A pioneering study from the National Institute for Occupational Safety and Health (NIOSH) and Northern Kentucky University found that family members of severely injured workers filed more healthcare claims than family members of non-severely injured workers for fractures, sprains, joint dislocations, and other muscle and bone or “musculoskeletal” disorders. The researchers linked 17,238 workers’ compensation claims with family members’ outpatient healthcare claims for musculoskeletal disorders. They classified workers as severely injured, and therefore more likely to need physically demanding help from family members, if they received wage replacement or indemnity payments from workers’ compensation and were absent from work for at least 7 days.

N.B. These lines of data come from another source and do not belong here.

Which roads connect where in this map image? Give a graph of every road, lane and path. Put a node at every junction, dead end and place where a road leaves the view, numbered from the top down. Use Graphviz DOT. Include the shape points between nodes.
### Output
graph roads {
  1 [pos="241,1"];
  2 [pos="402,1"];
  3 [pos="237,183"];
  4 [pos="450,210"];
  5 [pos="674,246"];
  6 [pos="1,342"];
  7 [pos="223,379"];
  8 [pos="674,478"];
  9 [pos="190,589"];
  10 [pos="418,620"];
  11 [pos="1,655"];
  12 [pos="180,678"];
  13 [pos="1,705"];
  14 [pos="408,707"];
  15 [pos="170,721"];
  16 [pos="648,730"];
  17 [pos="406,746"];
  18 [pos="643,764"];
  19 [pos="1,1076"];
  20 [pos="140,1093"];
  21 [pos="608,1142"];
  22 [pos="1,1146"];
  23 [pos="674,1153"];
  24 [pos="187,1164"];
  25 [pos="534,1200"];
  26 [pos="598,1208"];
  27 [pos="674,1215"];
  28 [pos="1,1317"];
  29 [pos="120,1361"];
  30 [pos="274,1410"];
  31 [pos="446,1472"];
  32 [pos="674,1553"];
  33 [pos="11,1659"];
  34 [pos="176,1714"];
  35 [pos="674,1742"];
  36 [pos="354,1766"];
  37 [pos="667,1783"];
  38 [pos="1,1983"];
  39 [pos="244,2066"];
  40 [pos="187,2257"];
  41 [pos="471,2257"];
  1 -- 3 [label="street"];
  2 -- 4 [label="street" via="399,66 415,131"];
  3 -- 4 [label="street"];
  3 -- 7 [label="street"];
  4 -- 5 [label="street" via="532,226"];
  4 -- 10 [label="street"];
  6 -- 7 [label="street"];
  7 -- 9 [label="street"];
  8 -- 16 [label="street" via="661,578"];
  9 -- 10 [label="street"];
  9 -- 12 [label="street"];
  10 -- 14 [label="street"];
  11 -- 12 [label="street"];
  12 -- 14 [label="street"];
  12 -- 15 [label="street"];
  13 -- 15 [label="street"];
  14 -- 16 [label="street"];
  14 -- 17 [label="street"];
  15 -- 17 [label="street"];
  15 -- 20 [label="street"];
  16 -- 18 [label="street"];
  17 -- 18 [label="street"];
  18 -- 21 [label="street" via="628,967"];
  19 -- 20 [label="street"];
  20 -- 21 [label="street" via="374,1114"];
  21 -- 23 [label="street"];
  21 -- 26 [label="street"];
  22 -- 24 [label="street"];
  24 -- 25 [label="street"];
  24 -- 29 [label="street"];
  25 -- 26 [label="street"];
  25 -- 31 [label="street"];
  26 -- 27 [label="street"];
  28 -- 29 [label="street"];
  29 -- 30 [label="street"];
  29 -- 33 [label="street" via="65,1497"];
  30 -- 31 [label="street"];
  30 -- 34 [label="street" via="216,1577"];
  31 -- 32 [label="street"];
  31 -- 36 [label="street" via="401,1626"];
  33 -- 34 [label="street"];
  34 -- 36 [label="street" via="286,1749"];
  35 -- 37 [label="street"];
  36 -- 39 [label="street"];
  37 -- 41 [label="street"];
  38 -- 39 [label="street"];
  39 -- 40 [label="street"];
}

Using 2005–2006 claims data from 37 large employers, the researchers found that, in the 3 months after the occupational injury, claims relating to musculoskeletal disorders among family members of severely injured workers exceeded those for family members of non-severely injured workers by 34%. The increase persisted even after the researchers accounted for other factors, such as pre-existing musculoskeletal disorders. Nationwide, the researchers estimated that these excess outpatient costs for family members of severely injured workers amounted to $29 million to $33 million per year during the study period.

Because their estimate did not include hospitalization claims or those submitted more than 3 months after injury, the actual excess costs for family members of severely injured workers could be even higher. To understand further the full toll of occupational injury on workers’ families, the researchers plan to assess additional family consequences of occupational injury. For example, what are the potential financial and emotional consequences?